Dataset records:
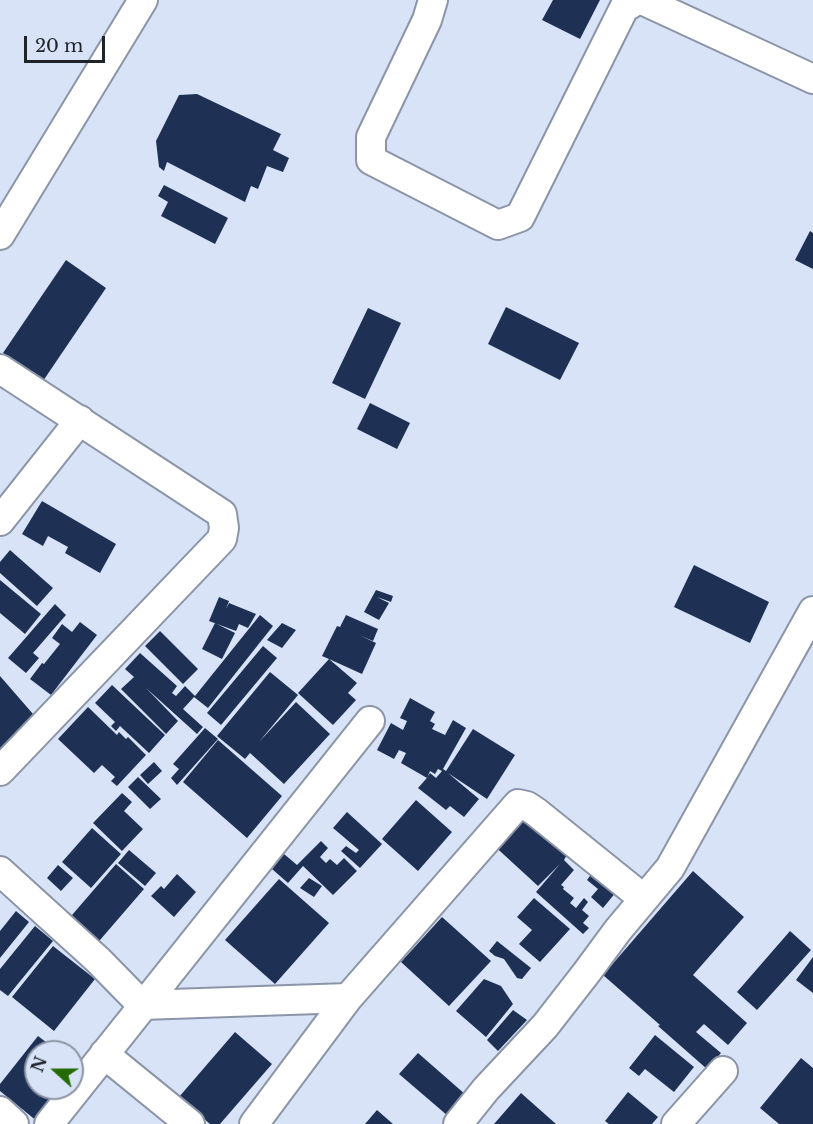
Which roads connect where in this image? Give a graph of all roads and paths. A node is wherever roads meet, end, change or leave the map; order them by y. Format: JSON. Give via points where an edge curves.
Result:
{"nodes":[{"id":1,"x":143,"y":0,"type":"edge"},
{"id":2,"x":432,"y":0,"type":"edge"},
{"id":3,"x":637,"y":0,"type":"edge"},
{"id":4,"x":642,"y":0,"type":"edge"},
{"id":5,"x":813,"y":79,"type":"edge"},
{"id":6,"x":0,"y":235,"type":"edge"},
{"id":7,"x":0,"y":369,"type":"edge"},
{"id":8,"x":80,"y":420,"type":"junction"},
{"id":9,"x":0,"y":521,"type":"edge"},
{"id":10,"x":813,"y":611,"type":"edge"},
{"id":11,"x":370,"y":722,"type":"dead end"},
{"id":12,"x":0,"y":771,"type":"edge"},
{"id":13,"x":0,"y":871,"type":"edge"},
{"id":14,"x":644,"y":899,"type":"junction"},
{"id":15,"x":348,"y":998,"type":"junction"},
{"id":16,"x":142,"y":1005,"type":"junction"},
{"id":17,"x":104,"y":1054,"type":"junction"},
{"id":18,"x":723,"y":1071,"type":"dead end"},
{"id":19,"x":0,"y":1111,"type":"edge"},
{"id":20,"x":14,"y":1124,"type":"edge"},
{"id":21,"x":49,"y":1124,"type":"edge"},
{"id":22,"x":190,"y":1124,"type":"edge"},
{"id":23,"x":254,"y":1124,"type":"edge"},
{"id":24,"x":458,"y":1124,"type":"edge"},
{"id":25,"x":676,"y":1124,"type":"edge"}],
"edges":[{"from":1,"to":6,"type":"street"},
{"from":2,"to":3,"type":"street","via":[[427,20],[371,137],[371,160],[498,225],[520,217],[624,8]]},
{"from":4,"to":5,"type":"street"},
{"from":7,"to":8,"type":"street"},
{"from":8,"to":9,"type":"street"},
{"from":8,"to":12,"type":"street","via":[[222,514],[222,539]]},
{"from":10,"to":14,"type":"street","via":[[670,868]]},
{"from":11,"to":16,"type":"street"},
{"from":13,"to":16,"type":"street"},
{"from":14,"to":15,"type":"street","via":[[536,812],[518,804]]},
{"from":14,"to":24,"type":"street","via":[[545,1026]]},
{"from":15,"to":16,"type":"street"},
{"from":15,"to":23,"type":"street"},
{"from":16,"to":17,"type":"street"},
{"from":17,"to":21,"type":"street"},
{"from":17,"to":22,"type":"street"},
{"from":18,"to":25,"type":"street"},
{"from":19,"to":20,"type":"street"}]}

==

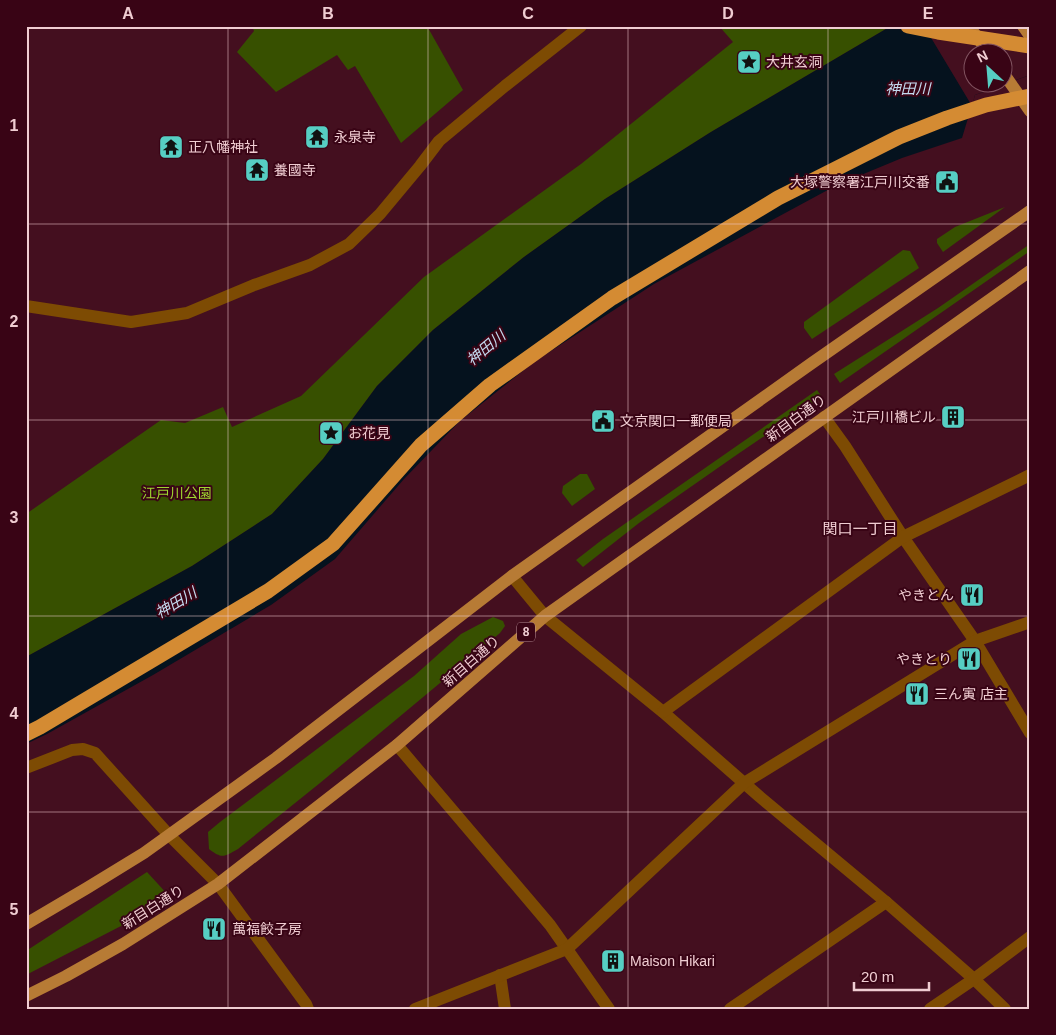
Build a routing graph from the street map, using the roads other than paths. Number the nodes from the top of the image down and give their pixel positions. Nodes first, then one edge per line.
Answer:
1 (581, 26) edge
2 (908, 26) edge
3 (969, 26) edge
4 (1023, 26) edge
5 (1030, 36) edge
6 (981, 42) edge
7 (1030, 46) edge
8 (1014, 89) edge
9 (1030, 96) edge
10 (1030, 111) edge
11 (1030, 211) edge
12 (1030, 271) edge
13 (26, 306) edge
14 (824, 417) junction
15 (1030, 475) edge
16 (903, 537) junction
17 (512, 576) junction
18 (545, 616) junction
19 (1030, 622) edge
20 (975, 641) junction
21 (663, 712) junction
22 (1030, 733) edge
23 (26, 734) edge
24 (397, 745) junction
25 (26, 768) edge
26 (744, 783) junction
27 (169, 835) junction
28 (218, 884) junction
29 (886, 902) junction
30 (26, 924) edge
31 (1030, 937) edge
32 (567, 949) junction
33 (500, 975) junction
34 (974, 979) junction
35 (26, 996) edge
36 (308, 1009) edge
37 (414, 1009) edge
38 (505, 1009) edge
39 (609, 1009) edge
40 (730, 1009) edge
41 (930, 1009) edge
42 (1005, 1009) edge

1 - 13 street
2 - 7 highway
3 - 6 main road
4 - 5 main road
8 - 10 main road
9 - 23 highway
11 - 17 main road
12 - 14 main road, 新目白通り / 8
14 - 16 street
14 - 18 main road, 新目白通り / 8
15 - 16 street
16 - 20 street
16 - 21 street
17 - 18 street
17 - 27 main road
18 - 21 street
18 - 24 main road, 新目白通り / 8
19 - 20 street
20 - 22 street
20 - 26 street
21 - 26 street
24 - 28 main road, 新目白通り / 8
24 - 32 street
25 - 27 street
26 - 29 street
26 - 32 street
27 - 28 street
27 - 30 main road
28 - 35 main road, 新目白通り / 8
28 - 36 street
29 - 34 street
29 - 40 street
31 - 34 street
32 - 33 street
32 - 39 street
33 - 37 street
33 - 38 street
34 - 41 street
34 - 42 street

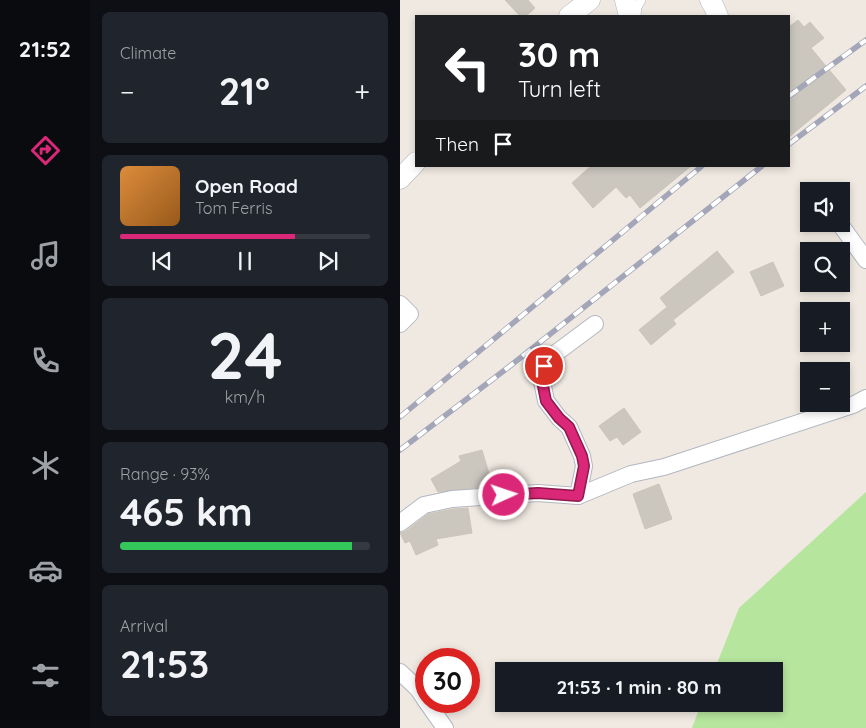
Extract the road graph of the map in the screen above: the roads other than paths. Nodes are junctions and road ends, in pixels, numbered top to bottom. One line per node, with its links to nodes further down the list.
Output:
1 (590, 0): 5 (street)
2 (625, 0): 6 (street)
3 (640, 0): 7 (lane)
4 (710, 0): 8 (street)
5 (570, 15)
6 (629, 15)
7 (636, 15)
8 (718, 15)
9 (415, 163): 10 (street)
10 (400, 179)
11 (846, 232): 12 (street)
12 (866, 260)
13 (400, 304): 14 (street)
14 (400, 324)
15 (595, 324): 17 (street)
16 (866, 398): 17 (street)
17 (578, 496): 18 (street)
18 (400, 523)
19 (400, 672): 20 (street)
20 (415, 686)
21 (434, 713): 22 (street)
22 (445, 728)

...

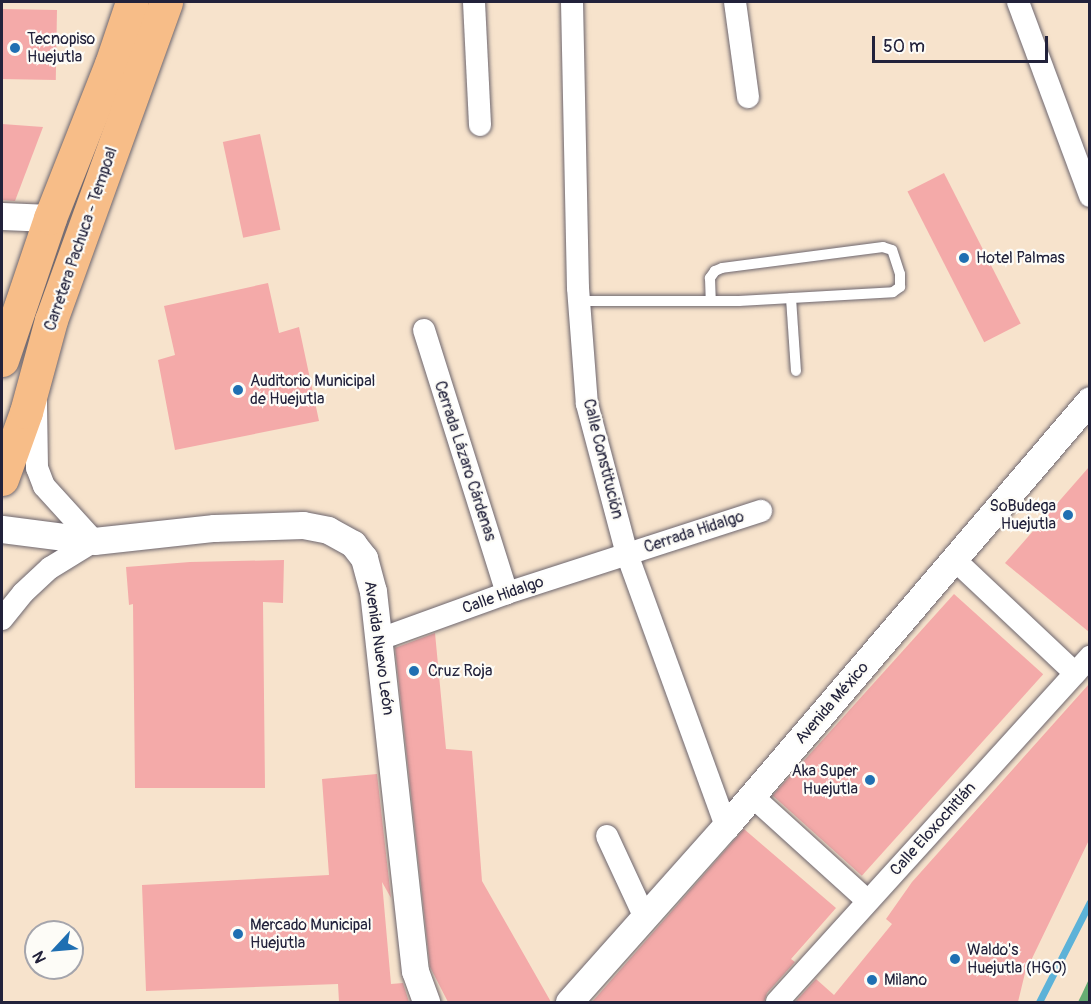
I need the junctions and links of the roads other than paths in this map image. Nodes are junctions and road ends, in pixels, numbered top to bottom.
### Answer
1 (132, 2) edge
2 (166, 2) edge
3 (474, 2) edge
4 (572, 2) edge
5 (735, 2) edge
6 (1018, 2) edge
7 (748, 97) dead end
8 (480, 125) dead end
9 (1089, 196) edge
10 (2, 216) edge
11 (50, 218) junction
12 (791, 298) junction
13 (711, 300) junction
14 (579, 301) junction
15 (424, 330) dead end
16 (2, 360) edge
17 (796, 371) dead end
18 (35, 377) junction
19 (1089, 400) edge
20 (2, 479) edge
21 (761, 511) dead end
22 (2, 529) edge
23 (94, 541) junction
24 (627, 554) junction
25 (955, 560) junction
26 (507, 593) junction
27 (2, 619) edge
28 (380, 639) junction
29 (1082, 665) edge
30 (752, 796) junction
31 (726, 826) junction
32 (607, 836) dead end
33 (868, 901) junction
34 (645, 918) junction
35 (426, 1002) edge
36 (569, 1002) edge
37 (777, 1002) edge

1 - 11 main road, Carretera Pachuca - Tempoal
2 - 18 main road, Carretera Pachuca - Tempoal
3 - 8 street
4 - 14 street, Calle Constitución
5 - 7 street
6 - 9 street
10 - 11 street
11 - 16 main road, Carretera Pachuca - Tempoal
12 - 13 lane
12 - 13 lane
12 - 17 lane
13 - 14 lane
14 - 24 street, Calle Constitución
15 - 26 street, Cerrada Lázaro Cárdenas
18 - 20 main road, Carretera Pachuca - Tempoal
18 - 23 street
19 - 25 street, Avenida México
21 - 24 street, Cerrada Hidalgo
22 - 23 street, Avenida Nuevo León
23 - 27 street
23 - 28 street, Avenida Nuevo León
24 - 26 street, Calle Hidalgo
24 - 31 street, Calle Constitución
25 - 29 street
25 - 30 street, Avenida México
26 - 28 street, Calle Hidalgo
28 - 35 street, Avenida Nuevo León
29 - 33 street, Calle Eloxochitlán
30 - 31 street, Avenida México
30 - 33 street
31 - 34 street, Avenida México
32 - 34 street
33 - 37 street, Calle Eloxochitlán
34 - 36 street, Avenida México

» Problem statement
A line qualifies when it holds the word "roads"; report all qualifying lines from the records above.

» Answer
Which roads connect where in this image? Give a graph of all roads and paths. A node is wherever roads meet, end, change or leave the map; order them by y. Format: JSON. Give via points where an edge curves.
Build a routing graph from the street map, using the roads other than paths. Number the nodes from the top of the image down and give their pixel positions. Nodes first, then one edge per line.
Extract the road graph of the map in the screen above: the roads other than paths. Nodes are junctions and road ends, in pixels, numbered top to bottom. One line per node, with its links to nodes further down the list.
I need the junctions and links of the roads other than paths in this map image. Nodes are junctions and road ends, in pixels, numbered top to bottom.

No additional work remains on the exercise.